Only the lines from the first line of the entries through the line with "Write the network" belong in the answer, each restated word for word and without pictures.

------------------------------

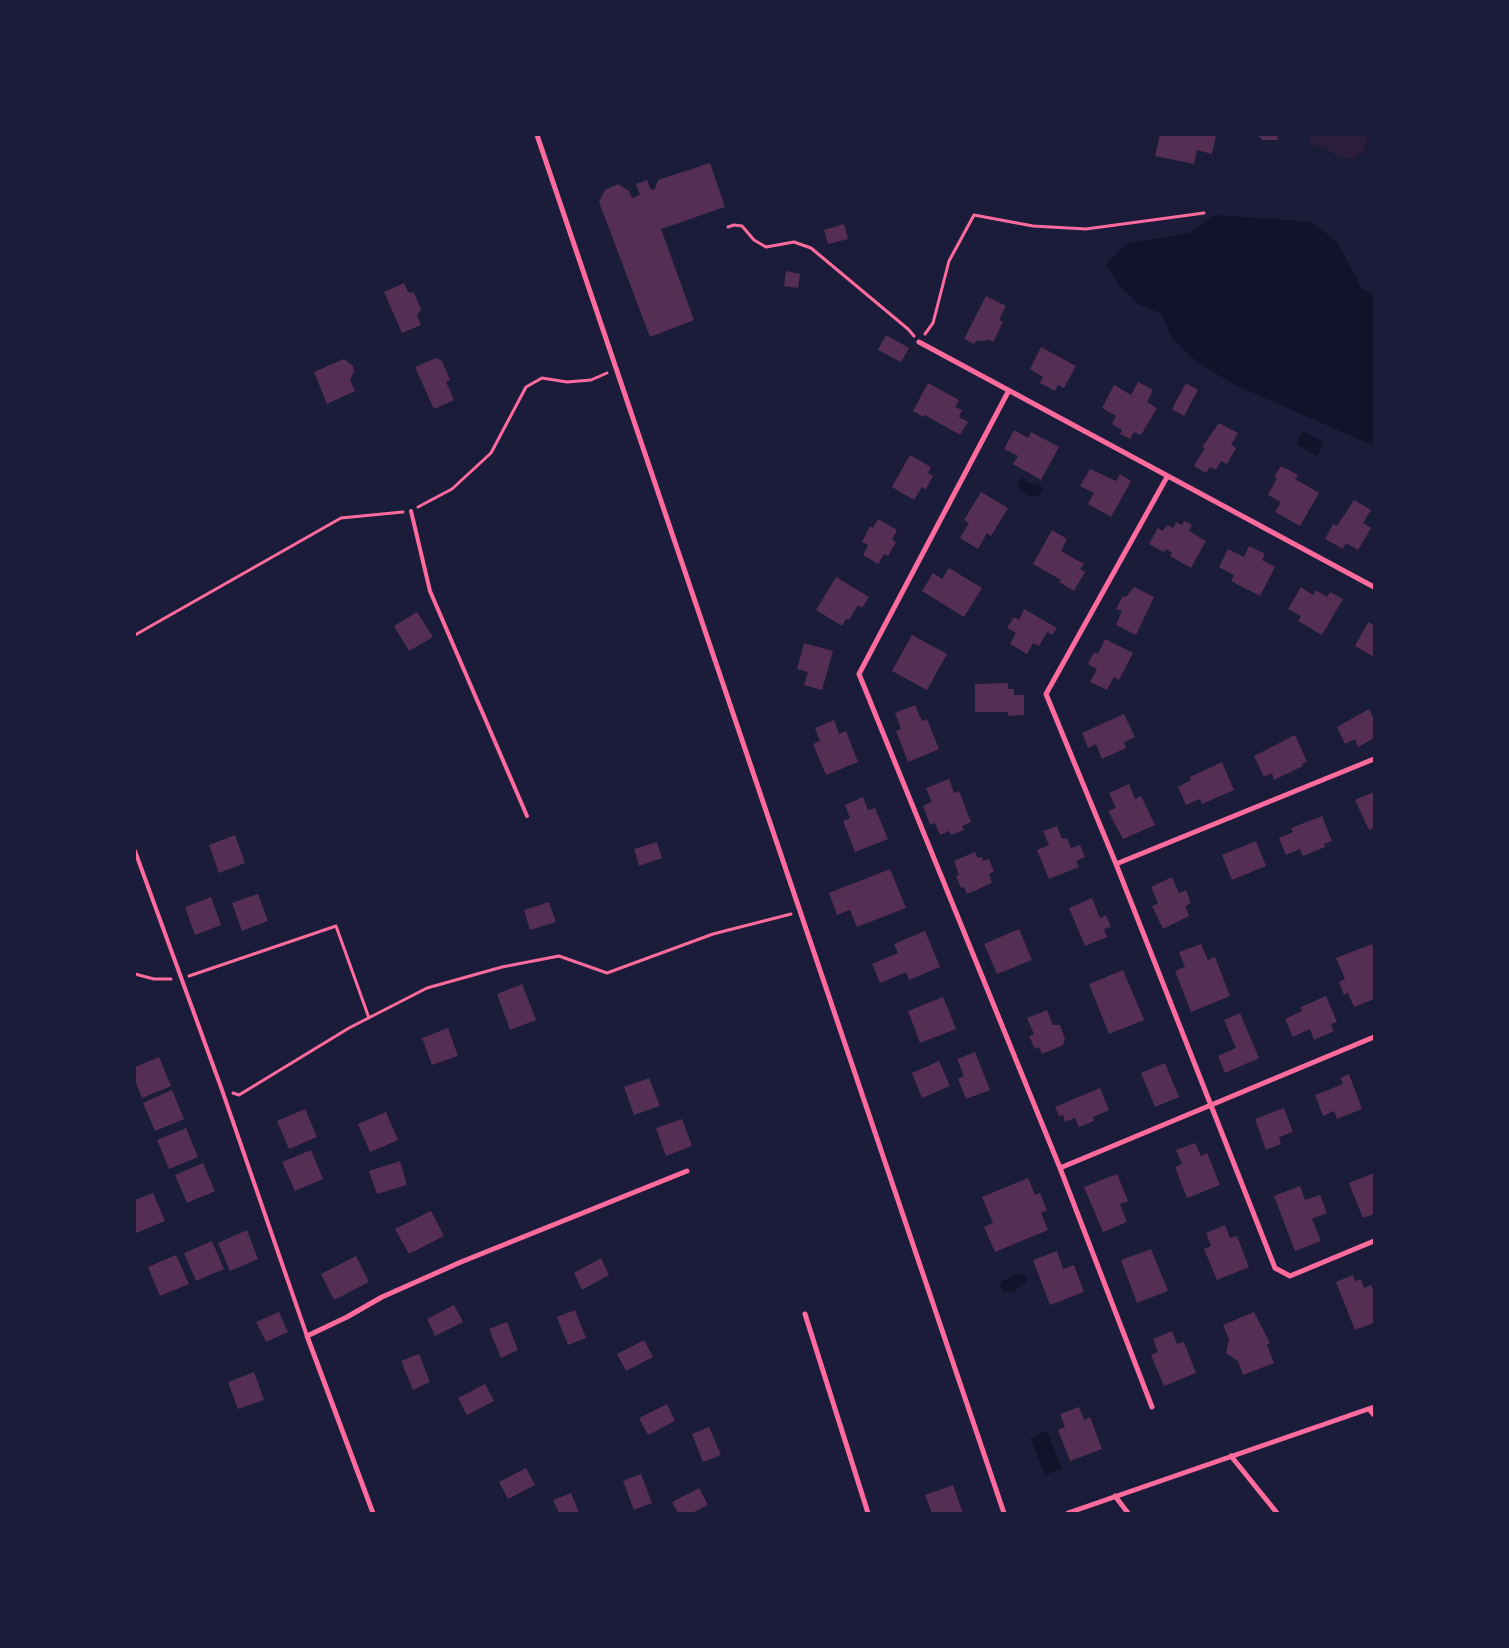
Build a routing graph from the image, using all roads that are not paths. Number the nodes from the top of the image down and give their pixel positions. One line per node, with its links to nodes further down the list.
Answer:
1 (537, 135): 25 (street)
2 (918, 342): 3 (street)
3 (1008, 392): 4 (street); 13 (street)
4 (1166, 477): 6 (street); 10 (street)
5 (411, 511): 8 (lane)
6 (1374, 587)
7 (1374, 759): 10 (street)
8 (528, 816)
9 (135, 851): 17 (lane)
10 (1116, 864): 12 (street)
11 (1374, 1037): 12 (street)
12 (1211, 1107): 13 (street); 15 (street)
13 (1060, 1168): 18 (street)
14 (687, 1171): 17 (street)
15 (1374, 1241)
16 (805, 1314): 24 (street)
17 (307, 1336): 23 (street)
18 (1152, 1407)
19 (1372, 1408): 20 (street); 21 (street)
20 (1374, 1415)
21 (1231, 1456): 22 (street); 28 (street)
22 (1115, 1496): 26 (street); 27 (street)
23 (373, 1513)
24 (868, 1513)
25 (1004, 1513)
26 (1068, 1513)
27 (1128, 1513)
28 (1277, 1513)

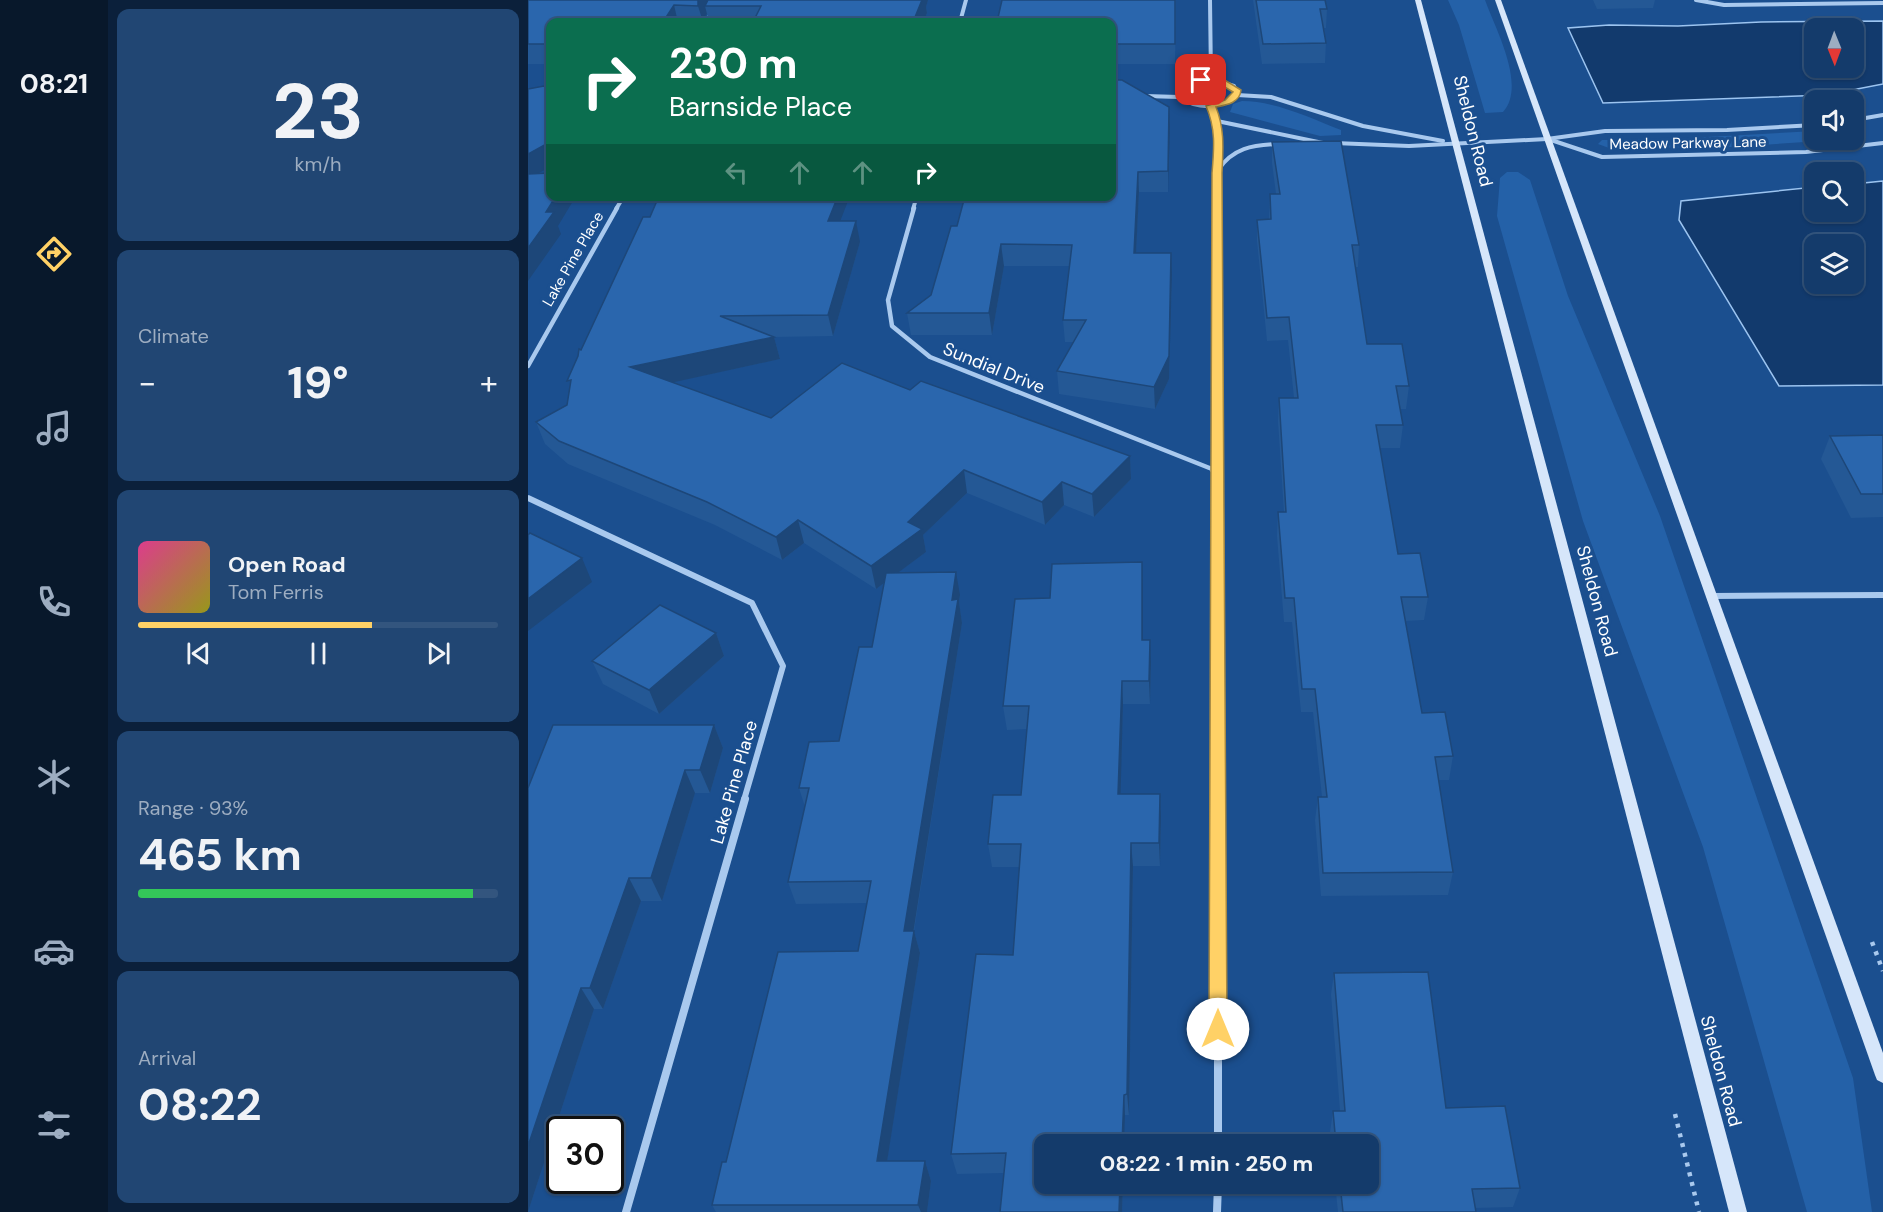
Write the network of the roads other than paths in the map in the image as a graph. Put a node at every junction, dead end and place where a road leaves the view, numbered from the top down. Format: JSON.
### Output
{"nodes":[{"id":1,"x":718,"y":0,"type":"edge"},
{"id":2,"x":966,"y":0,"type":"edge"},
{"id":3,"x":1210,"y":0,"type":"edge"},
{"id":4,"x":1418,"y":0,"type":"edge"},
{"id":5,"x":1498,"y":0,"type":"edge"},
{"id":6,"x":1696,"y":0,"type":"edge"},
{"id":7,"x":1883,"y":3,"type":"edge"},
{"id":8,"x":708,"y":18,"type":"edge"},
{"id":9,"x":961,"y":18,"type":"edge"},
{"id":10,"x":1211,"y":79,"type":"junction"},
{"id":11,"x":1237,"y":95,"type":"junction"},
{"id":12,"x":1139,"y":96,"type":"edge"},
{"id":13,"x":1179,"y":97,"type":"junction"},
{"id":14,"x":1210,"y":106,"type":"junction"},
{"id":15,"x":1883,"y":115,"type":"edge"},
{"id":16,"x":1864,"y":118,"type":"edge"},
{"id":17,"x":1217,"y":121,"type":"junction"},
{"id":18,"x":1804,"y":126,"type":"edge"},
{"id":19,"x":1547,"y":139,"type":"junction"},
{"id":20,"x":1455,"y":142,"type":"junction"},
{"id":21,"x":1883,"y":142,"type":"edge"},
{"id":22,"x":1323,"y":143,"type":"junction"},
{"id":23,"x":1217,"y":173,"type":"junction"},
{"id":24,"x":621,"y":201,"type":"edge"},
{"id":25,"x":916,"y":201,"type":"edge"},
{"id":26,"x":528,"y":366,"type":"edge"},
{"id":27,"x":1219,"y":472,"type":"junction"},
{"id":28,"x":528,"y":498,"type":"edge"},
{"id":29,"x":1883,"y":595,"type":"edge"},
{"id":30,"x":1711,"y":596,"type":"junction"},
{"id":31,"x":1883,"y":1075,"type":"edge"},
{"id":32,"x":1218,"y":1134,"type":"edge"},
{"id":33,"x":1218,"y":1194,"type":"edge"},
{"id":34,"x":626,"y":1212,"type":"edge"},
{"id":35,"x":1217,"y":1212,"type":"edge"},
{"id":36,"x":1738,"y":1212,"type":"edge"}],
"edges":[{"from":1,"to":8,"type":"street"},
{"from":2,"to":9,"type":"street"},
{"from":3,"to":10,"type":"street"},
{"from":4,"to":20,"type":"main road","name":"Sheldon Road"},
{"from":5,"to":19,"type":"main road"},
{"from":6,"to":7,"type":"street"},
{"from":10,"to":11,"type":"street"},
{"from":10,"to":13,"type":"street"},
{"from":11,"to":14,"type":"street"},
{"from":11,"to":20,"type":"street"},
{"from":12,"to":13,"type":"street"},
{"from":13,"to":14,"type":"street"},
{"from":14,"to":17,"type":"street"},
{"from":15,"to":16,"type":"street"},
{"from":17,"to":22,"type":"street"},
{"from":17,"to":23,"type":"street"},
{"from":18,"to":19,"type":"street","name":"Meadow Parkway Lane"},
{"from":19,"to":20,"type":"street"},
{"from":19,"to":21,"type":"street","name":"Meadow Parkway Lane"},
{"from":19,"to":30,"type":"main road"},
{"from":20,"to":22,"type":"street"},
{"from":20,"to":36,"type":"main road","name":"Sheldon Road"},
{"from":22,"to":23,"type":"street"},
{"from":23,"to":27,"type":"street"},
{"from":24,"to":26,"type":"street","name":"Lake Pine Place"},
{"from":25,"to":27,"type":"street","name":"Sundial Drive"},
{"from":27,"to":32,"type":"street"},
{"from":28,"to":34,"type":"street","name":"Lake Pine Place"},
{"from":29,"to":30,"type":"street"},
{"from":30,"to":31,"type":"main road"},
{"from":33,"to":35,"type":"street"}]}
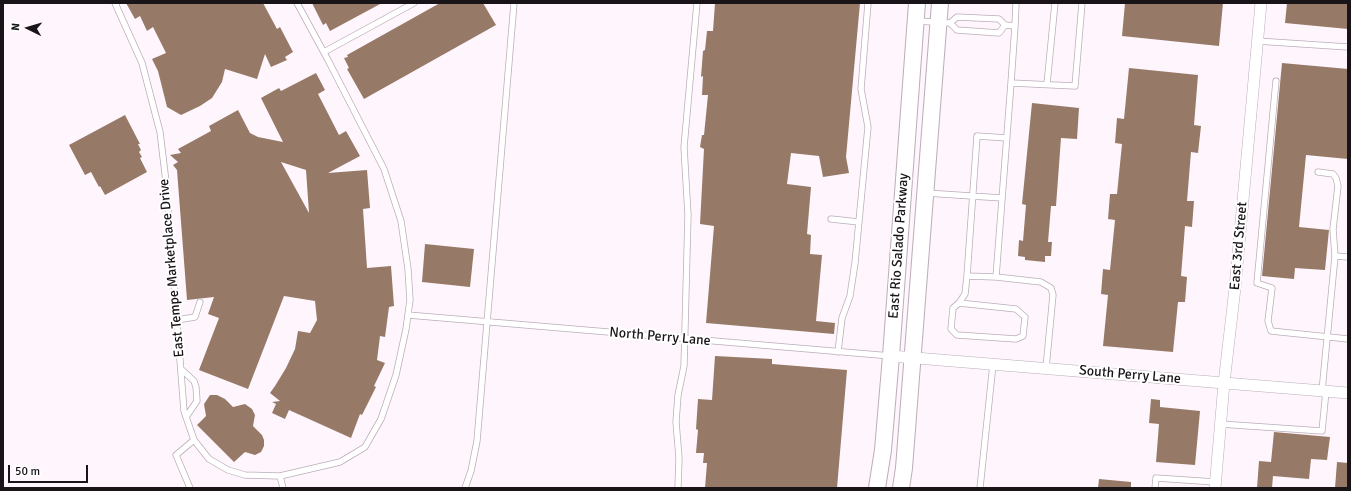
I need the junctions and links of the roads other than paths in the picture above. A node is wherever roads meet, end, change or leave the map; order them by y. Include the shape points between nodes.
1 (115, 3) edge
2 (297, 3) edge
3 (414, 3) edge
4 (514, 3) edge
5 (697, 3) edge
6 (868, 3) edge
7 (917, 3) edge
8 (940, 3) edge
9 (1016, 3) edge
10 (1055, 3) edge
11 (1082, 3) edge
12 (1261, 3) edge
13 (916, 21) junction
14 (944, 22) junction
15 (1005, 25) junction
16 (1015, 26) junction
17 (1257, 41) junction
18 (1348, 47) edge
19 (324, 52) junction
20 (1276, 81) dead end
21 (1011, 82) junction
22 (1048, 84) junction
23 (1007, 138) junction
24 (1318, 172) dead end
25 (925, 193) junction
26 (973, 196) junction
27 (1002, 198) junction
28 (831, 219) dead end
29 (859, 222) junction
30 (1335, 256) junction
31 (1348, 257) edge
32 (967, 276) junction
33 (996, 277) junction
34 (200, 302) dead end
35 (959, 303) junction
36 (408, 315) junction
37 (177, 320) junction
38 (486, 322) junction
39 (1326, 337) junction
40 (684, 339) junction
41 (1348, 339) edge
42 (838, 352) junction
43 (891, 356) junction
44 (912, 357) junction
45 (993, 364) junction
46 (1046, 368) junction
47 (181, 369) junction
48 (1224, 383) junction
49 (1324, 391) junction
50 (1348, 393) edge
51 (186, 417) junction
52 (1220, 424) junction
53 (194, 440) junction
54 (280, 476) junction
55 (1215, 485) edge
56 (190, 488) edge
57 (282, 488) edge
58 (465, 488) edge
59 (678, 488) edge
60 (877, 488) edge
61 (901, 488) edge
62 (980, 488) edge
63 (1155, 488) edge

1 - 37 lane, East Tempe Marketplace Drive via 142,63 160,132
2 - 19 lane, East Tempe Marketplace Drive
3 - 19 lane
4 - 38 lane
5 - 40 lane via 684,147 688,215
6 - 29 lane via 861,89 868,127
7 - 13 main road, East Rio Salado Parkway
8 - 14 main road, East Rio Salado Parkway
9 - 16 lane
10 - 22 lane
11 - 22 lane via 1075,86
12 - 17 street, East 3rd Street
13 - 14 lane
13 - 43 main road, East Rio Salado Parkway
14 - 15 lane via 964,17 999,19
14 - 15 lane via 957,30 999,33
14 - 25 main road, East Rio Salado Parkway
15 - 16 lane
16 - 21 lane
17 - 18 lane
17 - 48 street, East 3rd Street
19 - 36 lane, East Tempe Marketplace Drive via 384,169 401,221 408,269
20 - 39 lane via 1257,283 1272,288 1268,321 1271,331
21 - 22 lane
21 - 23 lane
23 - 26 lane via 977,136
23 - 27 lane
24 - 30 lane via 1333,174 1338,186 1333,229
25 - 26 lane
25 - 44 main road, East Rio Salado Parkway
26 - 27 lane
26 - 32 lane
27 - 33 lane
28 - 29 lane
29 - 42 lane via 850,296 842,318
30 - 31 lane
30 - 39 lane
32 - 33 lane
32 - 35 lane via 965,294
33 - 46 lane via 1041,282 1051,288 1053,295
34 - 37 lane via 195,317
35 - 35 lane via 953,308 951,329 956,335 1016,339 1023,336 1025,317 1016,309
36 - 38 lane, North Perry Lane
36 - 54 lane, East Tempe Marketplace Drive via 392,390 381,419 366,447 340,462
37 - 47 lane, East Tempe Marketplace Drive
38 - 40 lane, North Perry Lane
38 - 58 lane via 477,442
39 - 41 lane
39 - 49 lane
40 - 42 lane, North Perry Lane
40 - 59 lane via 684,366 677,410
42 - 43 lane, North Perry Lane
43 - 44 street, North Perry Lane
43 - 60 main road, East Rio Salado Parkway
44 - 45 street, South Perry Lane
44 - 61 main road, East Rio Salado Parkway
45 - 46 street, South Perry Lane
45 - 62 lane
46 - 48 street, South Perry Lane
47 - 51 lane, East Tempe Marketplace Drive
47 - 51 lane via 194,381 196,387 196,401
48 - 49 street, South Perry Lane
48 - 52 street, East 3rd Street
49 - 50 street, South Perry Lane
49 - 52 lane via 1322,432
51 - 53 lane, East Tempe Marketplace Drive
52 - 55 street, East 3rd Street
53 - 54 lane, East Tempe Marketplace Drive via 209,459 228,470 245,475
53 - 56 lane via 176,456
54 - 57 lane
55 - 63 lane via 1156,478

------------------------------

# SOLUTION FOR THIS PROBLEM:
Build a routing graph from the image, using all roads that are not paths. Number the nodes from the top of the image down and give their pixel positions. One line per node, with its links to nodes further down the list.
Answer:
1 (537, 135): 25 (street)
2 (918, 342): 3 (street)
3 (1008, 392): 4 (street); 13 (street)
4 (1166, 477): 6 (street); 10 (street)
5 (411, 511): 8 (lane)
6 (1374, 587)
7 (1374, 759): 10 (street)
8 (528, 816)
9 (135, 851): 17 (lane)
10 (1116, 864): 12 (street)
11 (1374, 1037): 12 (street)
12 (1211, 1107): 13 (street); 15 (street)
13 (1060, 1168): 18 (street)
14 (687, 1171): 17 (street)
15 (1374, 1241)
16 (805, 1314): 24 (street)
17 (307, 1336): 23 (street)
18 (1152, 1407)
19 (1372, 1408): 20 (street); 21 (street)
20 (1374, 1415)
21 (1231, 1456): 22 (street); 28 (street)
22 (1115, 1496): 26 (street); 27 (street)
23 (373, 1513)
24 (868, 1513)
25 (1004, 1513)
26 (1068, 1513)
27 (1128, 1513)
28 (1277, 1513)

Write the network of the roads other than paths in the map in the image as a graph. Put a node at every junction, dead end and place where a road leaves the view, numbered from the top down. Format: JSON.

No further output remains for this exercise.